Понимаете?!
– А ты на меня голос не повышай, – вспылил Поццо ди Борго. – Пока еще здесь, у Декре, я начальник, а не ты.
– И в мыслях не было сомневаться, ваше высокопревосходительство, – с непроницаемым выражением сделал поклон Араго. – И все же я повторяю свои доводы. На колени встать готов, чтобы вас убедить!
– Перед прекрасными дамами будешь колени преклонять, – отмахнулся посол. – И не надо разговаривать со мной, будто с неразумным ребенком. Разумеется, я уеду. Еще не ополоумел, чтобы прямым приказом государя пренебречь. Если ему угодно отправить меня на время в Англию, послу нашему, графу Ливену, помочь в тамошних делах разобраться, я воле монаршей противиться не стану. Тем паче, сколь помню, супруга его, Дарья Христофоровна, – очаровательная особа. Счастлив буду возобновить знакомство.

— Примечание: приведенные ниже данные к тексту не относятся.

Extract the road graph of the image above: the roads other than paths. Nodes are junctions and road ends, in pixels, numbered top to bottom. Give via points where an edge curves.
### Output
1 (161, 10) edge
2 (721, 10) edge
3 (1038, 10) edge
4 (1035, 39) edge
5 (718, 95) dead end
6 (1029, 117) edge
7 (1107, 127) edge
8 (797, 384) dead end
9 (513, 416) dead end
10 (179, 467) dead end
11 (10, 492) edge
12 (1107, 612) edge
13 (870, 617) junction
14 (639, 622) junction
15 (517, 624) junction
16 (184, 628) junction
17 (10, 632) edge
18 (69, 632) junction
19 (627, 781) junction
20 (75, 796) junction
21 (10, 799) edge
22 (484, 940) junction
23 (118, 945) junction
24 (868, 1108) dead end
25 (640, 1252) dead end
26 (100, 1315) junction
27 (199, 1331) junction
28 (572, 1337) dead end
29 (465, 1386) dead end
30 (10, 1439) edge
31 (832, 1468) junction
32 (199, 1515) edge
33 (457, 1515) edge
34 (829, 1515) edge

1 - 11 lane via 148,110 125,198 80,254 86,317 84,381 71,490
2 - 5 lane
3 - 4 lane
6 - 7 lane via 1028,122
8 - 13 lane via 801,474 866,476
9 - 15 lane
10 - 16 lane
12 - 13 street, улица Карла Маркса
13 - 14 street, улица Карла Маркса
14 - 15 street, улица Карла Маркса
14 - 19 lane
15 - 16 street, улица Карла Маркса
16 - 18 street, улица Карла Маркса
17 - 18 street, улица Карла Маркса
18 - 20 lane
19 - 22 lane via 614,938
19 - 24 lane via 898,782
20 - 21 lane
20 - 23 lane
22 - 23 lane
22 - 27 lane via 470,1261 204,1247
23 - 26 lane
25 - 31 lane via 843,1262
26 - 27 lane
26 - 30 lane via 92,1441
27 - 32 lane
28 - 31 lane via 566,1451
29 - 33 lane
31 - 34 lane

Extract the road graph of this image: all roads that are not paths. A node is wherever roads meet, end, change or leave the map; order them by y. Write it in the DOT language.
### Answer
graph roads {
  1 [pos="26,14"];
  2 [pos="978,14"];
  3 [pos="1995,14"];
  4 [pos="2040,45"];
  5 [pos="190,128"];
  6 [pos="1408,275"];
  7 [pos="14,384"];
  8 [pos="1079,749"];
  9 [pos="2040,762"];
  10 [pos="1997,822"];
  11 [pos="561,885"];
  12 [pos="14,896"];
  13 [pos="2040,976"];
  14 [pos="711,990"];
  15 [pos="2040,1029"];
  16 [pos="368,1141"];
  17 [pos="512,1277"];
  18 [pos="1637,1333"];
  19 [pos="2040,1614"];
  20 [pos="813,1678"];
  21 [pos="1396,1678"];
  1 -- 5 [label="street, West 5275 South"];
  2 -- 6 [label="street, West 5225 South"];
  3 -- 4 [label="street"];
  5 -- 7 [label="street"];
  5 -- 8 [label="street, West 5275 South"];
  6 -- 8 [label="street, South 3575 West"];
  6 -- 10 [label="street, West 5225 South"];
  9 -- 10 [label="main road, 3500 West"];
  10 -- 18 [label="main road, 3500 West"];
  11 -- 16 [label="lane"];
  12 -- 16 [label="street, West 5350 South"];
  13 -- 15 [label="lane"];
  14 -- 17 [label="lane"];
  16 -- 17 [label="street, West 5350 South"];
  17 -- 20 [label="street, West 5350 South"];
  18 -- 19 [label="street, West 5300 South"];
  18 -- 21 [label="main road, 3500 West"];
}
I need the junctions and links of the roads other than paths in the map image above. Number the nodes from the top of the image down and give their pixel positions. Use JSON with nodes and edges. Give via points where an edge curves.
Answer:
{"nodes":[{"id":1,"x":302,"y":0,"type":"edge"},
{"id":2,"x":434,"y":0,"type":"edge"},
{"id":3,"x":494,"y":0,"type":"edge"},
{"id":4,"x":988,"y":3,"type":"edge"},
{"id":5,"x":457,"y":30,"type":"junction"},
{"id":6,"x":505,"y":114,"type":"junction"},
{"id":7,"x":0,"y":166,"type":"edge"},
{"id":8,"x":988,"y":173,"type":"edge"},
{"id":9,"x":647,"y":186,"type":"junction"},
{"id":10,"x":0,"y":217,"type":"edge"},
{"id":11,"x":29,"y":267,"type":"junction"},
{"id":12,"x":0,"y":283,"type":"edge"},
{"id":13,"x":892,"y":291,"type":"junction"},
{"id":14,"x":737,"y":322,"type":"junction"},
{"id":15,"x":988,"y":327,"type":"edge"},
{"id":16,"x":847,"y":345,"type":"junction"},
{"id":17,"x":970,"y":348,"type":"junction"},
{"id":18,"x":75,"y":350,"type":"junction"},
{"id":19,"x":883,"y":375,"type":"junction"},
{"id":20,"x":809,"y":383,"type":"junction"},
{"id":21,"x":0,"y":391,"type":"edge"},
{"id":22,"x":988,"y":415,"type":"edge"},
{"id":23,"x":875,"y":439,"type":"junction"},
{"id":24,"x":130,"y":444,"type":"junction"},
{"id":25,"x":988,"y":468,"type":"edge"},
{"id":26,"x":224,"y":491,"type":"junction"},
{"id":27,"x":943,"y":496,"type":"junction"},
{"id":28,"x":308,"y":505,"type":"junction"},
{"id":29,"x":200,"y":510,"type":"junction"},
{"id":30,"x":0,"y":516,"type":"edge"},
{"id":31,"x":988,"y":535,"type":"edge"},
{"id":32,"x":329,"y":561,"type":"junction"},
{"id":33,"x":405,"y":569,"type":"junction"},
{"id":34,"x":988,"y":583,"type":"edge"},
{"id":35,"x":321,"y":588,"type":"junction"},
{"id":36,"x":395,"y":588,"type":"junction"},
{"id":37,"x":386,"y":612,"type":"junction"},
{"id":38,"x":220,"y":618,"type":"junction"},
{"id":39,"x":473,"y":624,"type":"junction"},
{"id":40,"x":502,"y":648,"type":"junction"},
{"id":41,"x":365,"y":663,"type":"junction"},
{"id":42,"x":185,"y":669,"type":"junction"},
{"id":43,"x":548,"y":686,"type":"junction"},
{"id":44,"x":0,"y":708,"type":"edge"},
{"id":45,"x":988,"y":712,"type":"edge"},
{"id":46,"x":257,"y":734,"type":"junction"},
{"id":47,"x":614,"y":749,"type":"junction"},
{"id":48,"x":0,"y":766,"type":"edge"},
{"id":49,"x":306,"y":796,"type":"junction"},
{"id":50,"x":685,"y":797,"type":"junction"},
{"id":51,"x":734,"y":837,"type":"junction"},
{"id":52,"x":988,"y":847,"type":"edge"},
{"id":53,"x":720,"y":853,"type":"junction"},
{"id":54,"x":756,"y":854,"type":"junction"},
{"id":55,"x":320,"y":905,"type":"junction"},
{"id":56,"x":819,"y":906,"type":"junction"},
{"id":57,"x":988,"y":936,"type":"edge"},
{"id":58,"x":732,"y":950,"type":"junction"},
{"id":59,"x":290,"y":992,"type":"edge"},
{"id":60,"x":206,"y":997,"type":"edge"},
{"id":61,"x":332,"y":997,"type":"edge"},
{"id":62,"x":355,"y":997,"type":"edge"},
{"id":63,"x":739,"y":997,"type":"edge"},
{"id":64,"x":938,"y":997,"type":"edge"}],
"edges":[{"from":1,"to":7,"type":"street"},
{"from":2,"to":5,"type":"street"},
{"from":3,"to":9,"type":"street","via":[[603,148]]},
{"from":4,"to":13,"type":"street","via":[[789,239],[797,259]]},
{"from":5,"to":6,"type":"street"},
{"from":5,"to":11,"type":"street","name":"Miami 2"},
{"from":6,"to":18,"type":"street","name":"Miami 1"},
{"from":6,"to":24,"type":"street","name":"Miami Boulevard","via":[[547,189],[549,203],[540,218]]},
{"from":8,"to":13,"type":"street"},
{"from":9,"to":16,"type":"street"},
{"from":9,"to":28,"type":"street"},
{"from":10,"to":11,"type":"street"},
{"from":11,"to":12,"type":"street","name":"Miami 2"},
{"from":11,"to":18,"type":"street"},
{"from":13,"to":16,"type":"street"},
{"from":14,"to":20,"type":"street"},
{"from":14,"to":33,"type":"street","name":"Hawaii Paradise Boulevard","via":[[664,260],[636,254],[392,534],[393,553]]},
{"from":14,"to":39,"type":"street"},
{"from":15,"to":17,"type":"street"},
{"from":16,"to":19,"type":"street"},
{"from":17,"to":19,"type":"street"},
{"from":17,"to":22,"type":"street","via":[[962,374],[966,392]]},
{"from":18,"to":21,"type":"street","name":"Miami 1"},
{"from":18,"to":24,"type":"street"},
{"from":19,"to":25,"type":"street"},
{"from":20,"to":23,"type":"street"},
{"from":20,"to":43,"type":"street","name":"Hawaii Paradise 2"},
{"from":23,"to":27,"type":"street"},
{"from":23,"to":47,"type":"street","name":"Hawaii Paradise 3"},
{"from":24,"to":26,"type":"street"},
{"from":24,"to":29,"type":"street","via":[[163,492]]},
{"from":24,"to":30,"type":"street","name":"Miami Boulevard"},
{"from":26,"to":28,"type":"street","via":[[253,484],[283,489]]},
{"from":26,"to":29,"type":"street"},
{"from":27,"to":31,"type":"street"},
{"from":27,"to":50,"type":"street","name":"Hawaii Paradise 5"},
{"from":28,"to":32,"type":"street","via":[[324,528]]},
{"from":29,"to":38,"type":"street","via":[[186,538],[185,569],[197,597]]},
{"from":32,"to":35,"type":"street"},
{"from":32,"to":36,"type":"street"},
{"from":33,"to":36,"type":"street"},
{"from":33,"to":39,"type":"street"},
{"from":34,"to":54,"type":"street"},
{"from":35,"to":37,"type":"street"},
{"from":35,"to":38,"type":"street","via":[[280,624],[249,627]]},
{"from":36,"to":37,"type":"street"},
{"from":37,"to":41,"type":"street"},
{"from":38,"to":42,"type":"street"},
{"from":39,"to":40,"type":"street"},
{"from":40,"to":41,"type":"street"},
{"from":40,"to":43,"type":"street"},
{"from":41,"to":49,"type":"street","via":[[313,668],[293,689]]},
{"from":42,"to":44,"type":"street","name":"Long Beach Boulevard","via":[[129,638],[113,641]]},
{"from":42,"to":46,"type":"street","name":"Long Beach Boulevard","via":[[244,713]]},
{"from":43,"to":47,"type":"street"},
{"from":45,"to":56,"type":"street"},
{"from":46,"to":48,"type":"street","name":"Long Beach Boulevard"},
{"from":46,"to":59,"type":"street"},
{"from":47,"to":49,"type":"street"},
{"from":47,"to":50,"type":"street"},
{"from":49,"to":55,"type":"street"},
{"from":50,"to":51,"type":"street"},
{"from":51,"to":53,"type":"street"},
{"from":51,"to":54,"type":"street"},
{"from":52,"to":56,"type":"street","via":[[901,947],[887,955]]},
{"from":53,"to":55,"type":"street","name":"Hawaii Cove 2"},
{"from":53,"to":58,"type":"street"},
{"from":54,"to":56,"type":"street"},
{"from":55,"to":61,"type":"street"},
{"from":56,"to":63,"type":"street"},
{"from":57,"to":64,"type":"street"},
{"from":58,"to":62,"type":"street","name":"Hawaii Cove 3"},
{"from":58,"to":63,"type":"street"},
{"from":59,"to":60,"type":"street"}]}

Хотя эта контес рюс тоже в некотором роде змея, да еще какая!
– Не имею чести знать ее, – буркнул Араго. – Но меня сейчас не эти дамы интересуют, а кое-что другое. Например, почему Лукавый Взор пишет: «Но молчать в амбасад, что я написать! Никто не должен знать! Никто!»
– Он что, предполагает, что здесь может оказаться предатель?! – прищурился Поццо ди Борго.
– Не думаю, что предатель, если он существует, скрывается среди секретарей и прочих русских сотрудников, – твердо ответил Араго. – Но кто-то из французской прислуги – почему нет? Помните такое имя – Жак Вестинже? Консьерж российского посольства при посланнике Убри и прочих ваших предшественниках… Правда, он работал на Россию, он был другом, но почему среди таких же иностранцев не может оказаться враг?
Поццо ди Борго очень хорошо помнил имя Жака Вестинже, хотя никогда с ним не встречался. За преданность России тот поплатился жизнью, однако Россия так и не отдала долг признательности его потомкам.
А впрочем, эти самые потомки и не желают, чтобы им отдавали сей долг. Они, видите ли, бескорыстные патриоты! Они, видите ли, гордецы!
У Поццо ди Борго мгновенно испортилось настроение, однако он не хотел, чтобы Араго заметил это, а потому поспешно сказал:
– А вот еще странность: Лукавый Взор явно знает, что мы знакомы чрезвычайно близко, ты ко мне вхож, я приму тебя в любое время безотлагательно. Как это объяснить?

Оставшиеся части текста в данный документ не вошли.